Il fatto, noto sui media come caso Vos Thalassa, risale al luglio 2028 e riguarda alcuni migranti soccorsi da un rimorchiatore italiano in acque internazionali, che si erano opposti con la forza al tentativo del capitano di riportarli sulle coste libiche da cui provenivano; i due soggetti individuati come responsabili della rivolta erano stati rinviati a giudizio per i reati di violenza e resistenza a pubblico ufficiale e di favoreggiamento dell’immigrazione clandestina.
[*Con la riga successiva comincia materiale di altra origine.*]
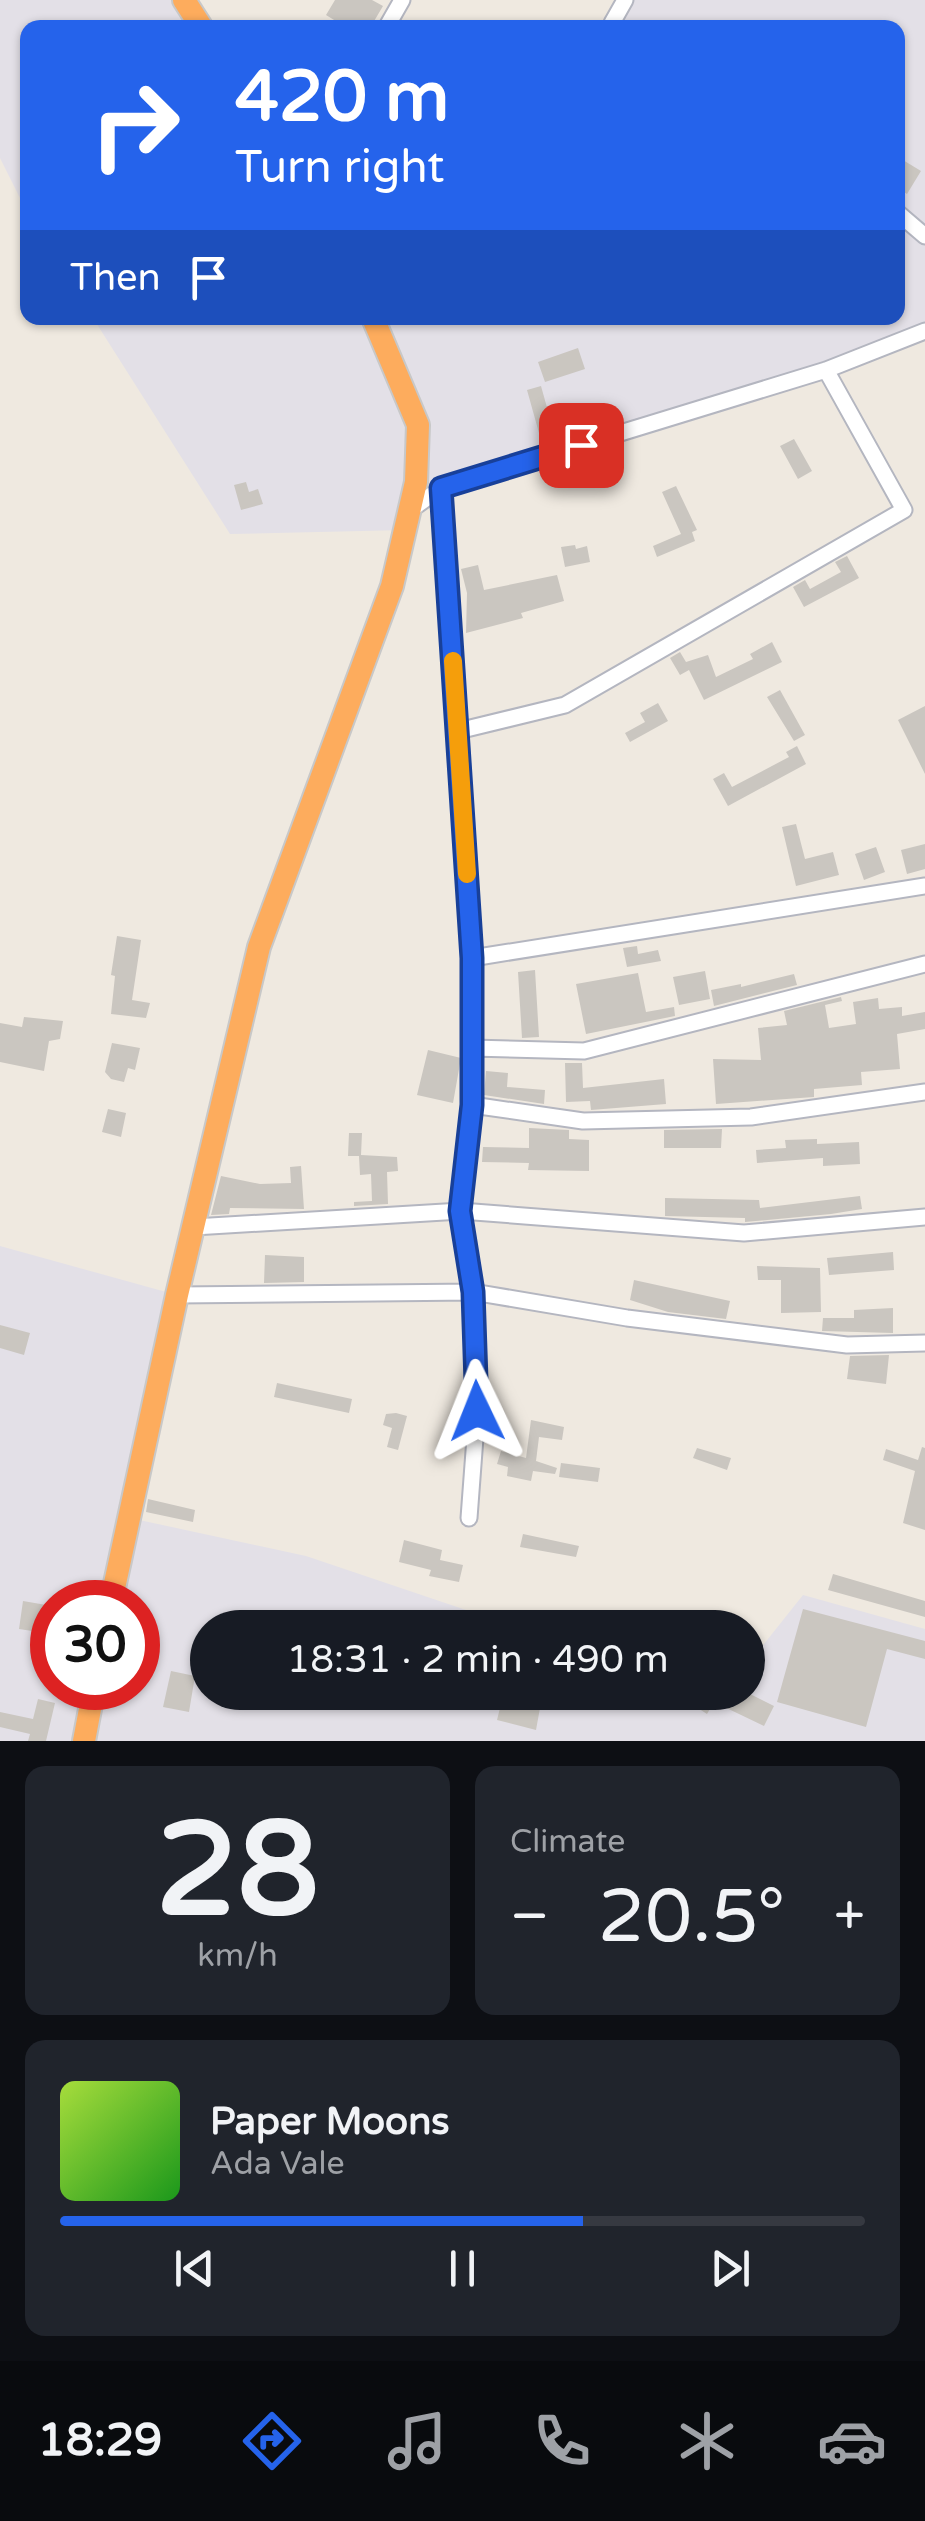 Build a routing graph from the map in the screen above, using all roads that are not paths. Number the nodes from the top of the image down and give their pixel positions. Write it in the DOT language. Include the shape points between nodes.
graph roads {
  1 [pos="905,220"];
  2 [pos="925,236"];
  3 [pos="376,325"];
  4 [pos="925,331"];
  5 [pos="826,370"];
  6 [pos="441,488"];
  7 [pos="410,511"];
  8 [pos="458,731"];
  9 [pos="925,886"];
  10 [pos="472,958"];
  11 [pos="925,964"];
  12 [pos="472,1048"];
  13 [pos="925,1092"];
  14 [pos="472,1105"];
  15 [pos="460,1211"];
  16 [pos="925,1216"];
  17 [pos="194,1226"];
  18 [pos="473,1292"];
  19 [pos="177,1295"];
  20 [pos="925,1343"];
  21 [pos="468,1518"];
  22 [pos="117,1580"];
  23 [pos="90,1710"];
  24 [pos="84,1741"];
  1 -- 2 [label="street"];
  3 -- 7 [label="highway" via="418,425"];
  4 -- 5 [label="street"];
  5 -- 6 [label="street"];
  5 -- 8 [label="street" via="904,510 565,705"];
  6 -- 7 [label="street"];
  6 -- 8 [label="street"];
  7 -- 17 [label="highway" via="392,586 259,947"];
  8 -- 10 [label="street"];
  9 -- 10 [label="street"];
  10 -- 12 [label="street"];
  11 -- 12 [label="street" via="584,1051"];
  12 -- 14 [label="street"];
  13 -- 14 [label="street" via="750,1117 583,1121"];
  14 -- 15 [label="street"];
  15 -- 16 [label="street" via="744,1233"];
  15 -- 17 [label="street"];
  15 -- 18 [label="street"];
  17 -- 19 [label="highway"];
  18 -- 19 [label="street"];
  18 -- 20 [label="street" via="847,1345"];
  18 -- 21 [label="street" via="477,1411"];
  19 -- 22 [label="highway"];
  23 -- 24 [label="highway"];
} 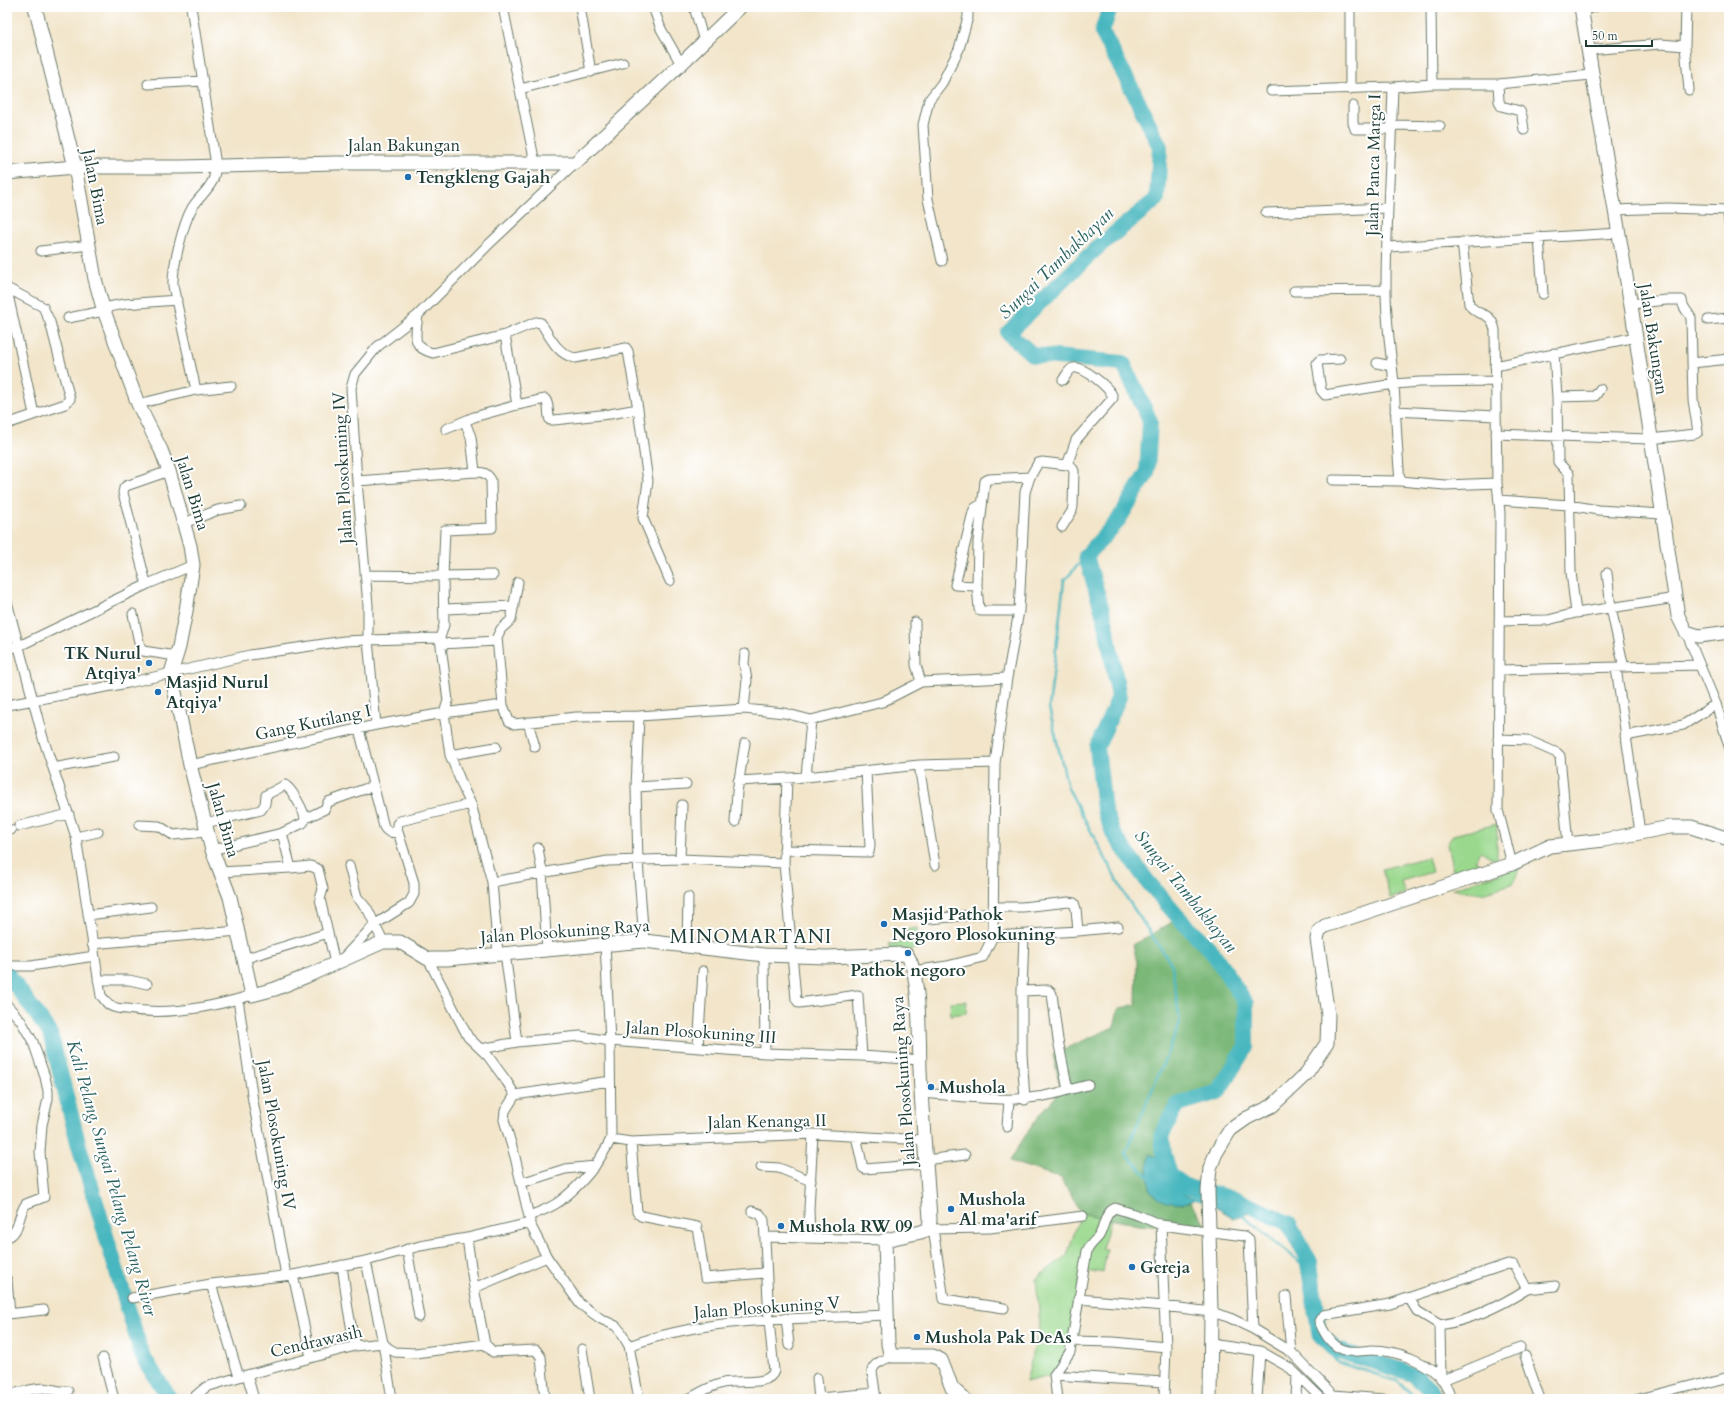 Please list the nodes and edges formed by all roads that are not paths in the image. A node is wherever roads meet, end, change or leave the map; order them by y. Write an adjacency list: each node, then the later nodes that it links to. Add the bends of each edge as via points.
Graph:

In primo grado il Tribunale aveva ritenuto che i fatti provati dall’accusa integrassero gli estremi oggettivi e soggettivi dei delitti contestati, ma aveva assolto gli imputati, in quanto aveva riconosciuto loro la scriminante della legittima difesa, sul presupposto che essi avessero agito per tutelare il proprio diritto al non refoulement, cioè il diritto a non venire rinviati in un Paese, la Libia, ove sarebbero stati esposti al concreto pericolo di torture e trattamenti inumani o degradanti. La sentenza d’appello (https://www.questionegiustizia.it/articolo/caso-vos-thalassa-il-fatto-la-lingua-e-l-ideologia-del-giudice) era giunta invece a conclusioni opposte, sulla base del fatto che gli imputati si sarebbero posti volontariamente in una situazione di pericolo, provando, d’intesa con gli scafisti, a raggiungere irregolarmente l’Italia su un’imbarcazione inidonea, in attesa dell’arrivo dei soccorsi, e dunque sarebbe risultato insussistente il requisito della non volontaria causazione del pericolo, implicitamente richiesto dall’art. 52 del codice penale; all’esito di una motivazione molto dura nei confronti della sentenza di primo grado (cui veniva rimproverato di avere stravolto i contorni della scriminante pur di pervenire ad una decisione assolutoria, motivata da ragioni ideologiche), entrambi gli imputati erano stati condannati alla pena di 3 anni e 6 mesi di reclusione. Ora la Corte di cassazione (sez. VI, sentenza 16 dicembre 2021, depositata il 26 aprile 2022, pres. Mogini, rel. Silvestri) ha annullato la decisione della Corte di appello e definitivamente confermato l’assoluzione degli imputati decisa in primo grado.

2.

In sede di analisi critica dei singoli argomenti utilizzati dalla sentenza d’appello per negare la legittima difesa, la Cassazione riporta testualmente i passaggi in cui la Corte d’appello di Palermo aveva argomentato la propria convinzione che gli imputati fossero responsabili in collusione con gli scafisti della situazione di pericolo cui si erano volontariamente esposti al fine di essere soccorsi ed entrare così irregolarmente in Italia: «le condotte violente contestate ai due imputati non sono state poste in essere per la necessità di difendere un diritto proprio o altrui da pericolo di un’offesa ingiusta, bensì come atto finale di una condotta delittuosa, studiata in anticipo e che correva il rischio (per i migranti) di non essere portata a termine a causa dell’adempimento da parte della Vos Thalassa di un ordine impartito da uno stato sovrano (la Libia: nda) che aveva la competenza sulla zona SAR ove vennero messi in atto i soccorsi».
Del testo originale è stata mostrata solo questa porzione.